Stored data entries:

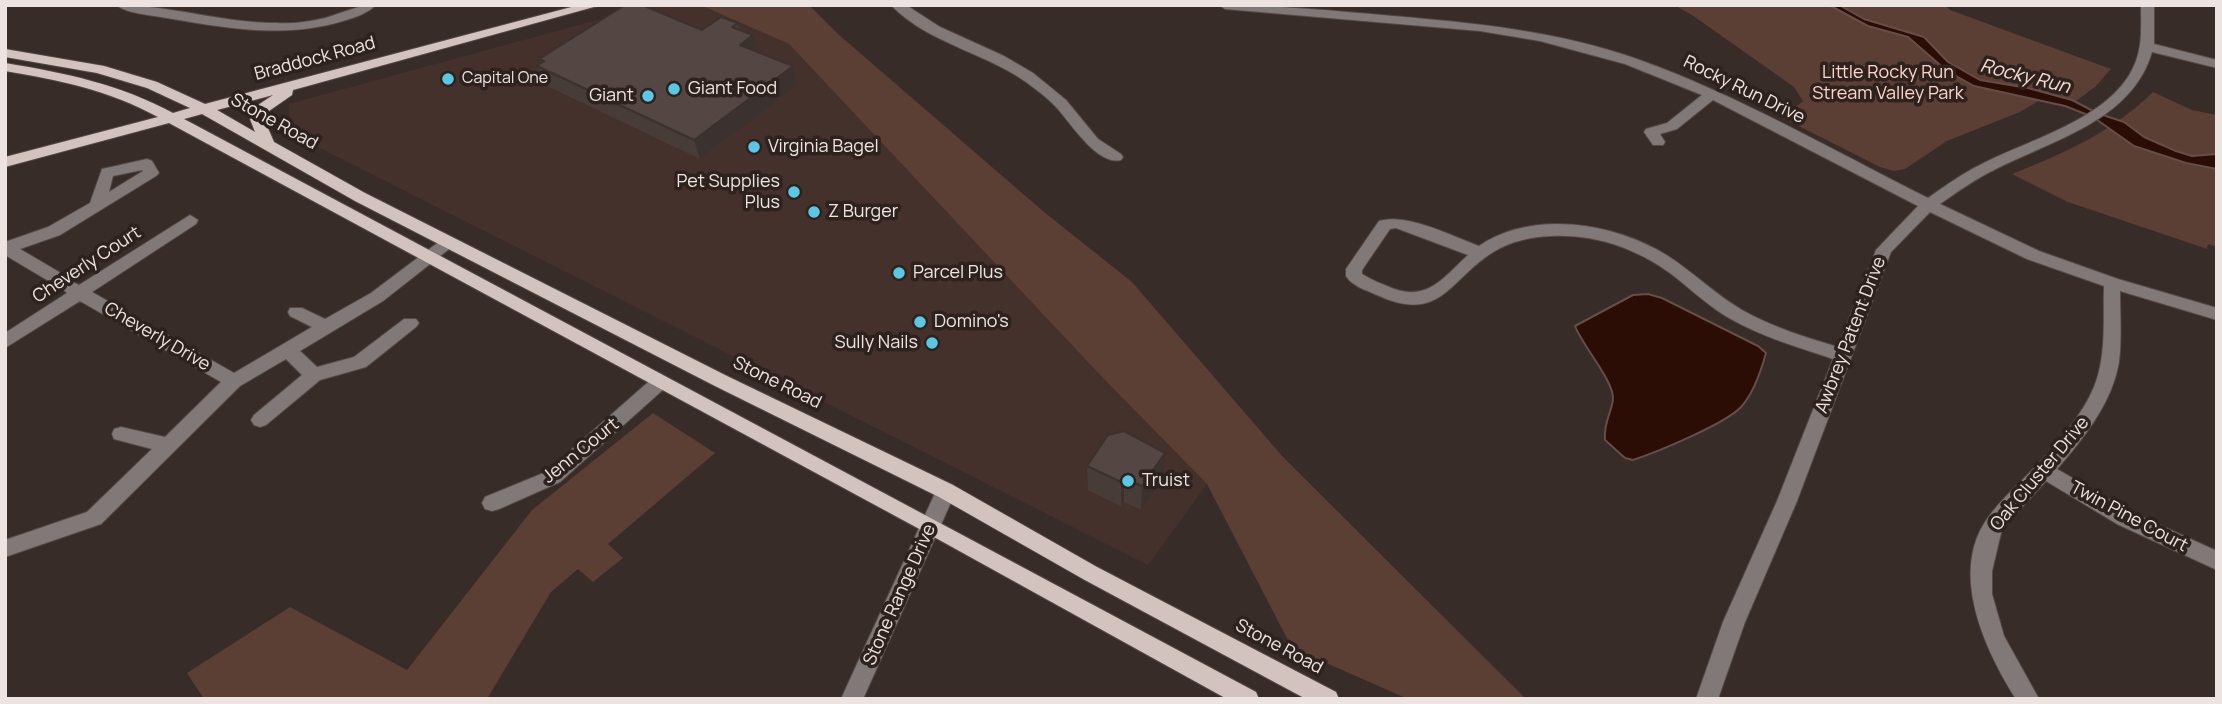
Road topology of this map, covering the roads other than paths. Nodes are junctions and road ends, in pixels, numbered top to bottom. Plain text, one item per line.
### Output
1 (122, 5) edge
2 (370, 5) edge
3 (595, 5) edge
4 (897, 5) edge
5 (1225, 5) edge
6 (2147, 5) edge
7 (2149, 47) junction
8 (5, 53) edge
9 (2217, 64) edge
10 (5, 67) edge
11 (321, 77) junction
12 (1712, 94) junction
13 (204, 109) junction
14 (169, 118) junction
15 (1658, 142) dead end
16 (268, 145) junction
17 (1116, 157) dead end
18 (5, 162) edge
19 (1930, 206) junction
20 (96, 207) dead end
21 (191, 220) dead end
22 (450, 242) junction
23 (5, 248) edge
24 (1480, 253) junction
25 (428, 258) junction
26 (2112, 283) junction
27 (66, 284) junction
28 (296, 312) dead end
29 (2217, 314) edge
30 (410, 323) dead end
31 (328, 328) junction
32 (5, 342) edge
33 (288, 350) junction
34 (1843, 356) junction
35 (314, 375) junction
36 (233, 381) junction
37 (660, 382) junction
38 (260, 420) dead end
39 (121, 434) dead end
40 (166, 445) junction
41 (2043, 470) junction
42 (946, 491) junction
43 (492, 503) dead end
44 (932, 526) junction
45 (5, 549) edge
46 (2217, 561) edge
47 (852, 699) edge
48 (1248, 699) edge
49 (1328, 699) edge
50 (1707, 699) edge
51 (2028, 699) edge

1 - 2 street
3 - 11 main road, Braddock Road
4 - 17 street
5 - 12 street, Rocky Run Drive
6 - 7 street, Awbrey Patent Drive
7 - 9 street
7 - 19 street, Awbrey Patent Drive
8 - 13 main road, Stone Road
10 - 14 main road
11 - 13 main road, Braddock Road
11 - 16 main road
12 - 15 street
12 - 19 street, Rocky Run Drive
13 - 14 main road, Braddock Road
13 - 16 main road, Stone Road
14 - 18 main road, Braddock Road
14 - 25 main road
16 - 22 main road, Stone Road
19 - 26 street, Rocky Run Drive
19 - 34 street, Awbrey Patent Drive
20 - 23 street
21 - 27 street, Cheverly Court
22 - 25 street
22 - 42 main road, Stone Road
23 - 27 street, Cheverly Drive
24 - 24 street
24 - 34 street
25 - 31 street
25 - 37 main road
26 - 29 street, Rocky Run Drive
26 - 41 street, Oak Cluster Drive
27 - 32 street, Cheverly Court
27 - 36 street, Cheverly Drive
28 - 31 street
30 - 35 street
31 - 33 street
33 - 35 street
33 - 36 street
34 - 50 street, Awbrey Patent Drive
35 - 38 street
36 - 40 street
37 - 43 street, Jenn Court
37 - 44 main road
39 - 40 street
40 - 45 street
41 - 46 street, Twin Pine Court
41 - 51 street, Oak Cluster Drive
42 - 44 street, Stone Range Drive
42 - 49 main road, Stone Road
44 - 47 street, Stone Range Drive
44 - 48 main road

__Exercise goal__:
Your copy should match the data above exactly, apart from the pictures.

__Answer to the exercise__:
Road topology of this map, covering the roads other than paths. Nodes are junctions and road ends, in pixels, numbered top to bottom. Plain text, one item per line.
### Output
1 (122, 5) edge
2 (370, 5) edge
3 (595, 5) edge
4 (897, 5) edge
5 (1225, 5) edge
6 (2147, 5) edge
7 (2149, 47) junction
8 (5, 53) edge
9 (2217, 64) edge
10 (5, 67) edge
11 (321, 77) junction
12 (1712, 94) junction
13 (204, 109) junction
14 (169, 118) junction
15 (1658, 142) dead end
16 (268, 145) junction
17 (1116, 157) dead end
18 (5, 162) edge
19 (1930, 206) junction
20 (96, 207) dead end
21 (191, 220) dead end
22 (450, 242) junction
23 (5, 248) edge
24 (1480, 253) junction
25 (428, 258) junction
26 (2112, 283) junction
27 (66, 284) junction
28 (296, 312) dead end
29 (2217, 314) edge
30 (410, 323) dead end
31 (328, 328) junction
32 (5, 342) edge
33 (288, 350) junction
34 (1843, 356) junction
35 (314, 375) junction
36 (233, 381) junction
37 (660, 382) junction
38 (260, 420) dead end
39 (121, 434) dead end
40 (166, 445) junction
41 (2043, 470) junction
42 (946, 491) junction
43 (492, 503) dead end
44 (932, 526) junction
45 (5, 549) edge
46 (2217, 561) edge
47 (852, 699) edge
48 (1248, 699) edge
49 (1328, 699) edge
50 (1707, 699) edge
51 (2028, 699) edge

1 - 2 street
3 - 11 main road, Braddock Road
4 - 17 street
5 - 12 street, Rocky Run Drive
6 - 7 street, Awbrey Patent Drive
7 - 9 street
7 - 19 street, Awbrey Patent Drive
8 - 13 main road, Stone Road
10 - 14 main road
11 - 13 main road, Braddock Road
11 - 16 main road
12 - 15 street
12 - 19 street, Rocky Run Drive
13 - 14 main road, Braddock Road
13 - 16 main road, Stone Road
14 - 18 main road, Braddock Road
14 - 25 main road
16 - 22 main road, Stone Road
19 - 26 street, Rocky Run Drive
19 - 34 street, Awbrey Patent Drive
20 - 23 street
21 - 27 street, Cheverly Court
22 - 25 street
22 - 42 main road, Stone Road
23 - 27 street, Cheverly Drive
24 - 24 street
24 - 34 street
25 - 31 street
25 - 37 main road
26 - 29 street, Rocky Run Drive
26 - 41 street, Oak Cluster Drive
27 - 32 street, Cheverly Court
27 - 36 street, Cheverly Drive
28 - 31 street
30 - 35 street
31 - 33 street
33 - 35 street
33 - 36 street
34 - 50 street, Awbrey Patent Drive
35 - 38 street
36 - 40 street
37 - 43 street, Jenn Court
37 - 44 main road
39 - 40 street
40 - 45 street
41 - 46 street, Twin Pine Court
41 - 51 street, Oak Cluster Drive
42 - 44 street, Stone Range Drive
42 - 49 main road, Stone Road
44 - 47 street, Stone Range Drive
44 - 48 main road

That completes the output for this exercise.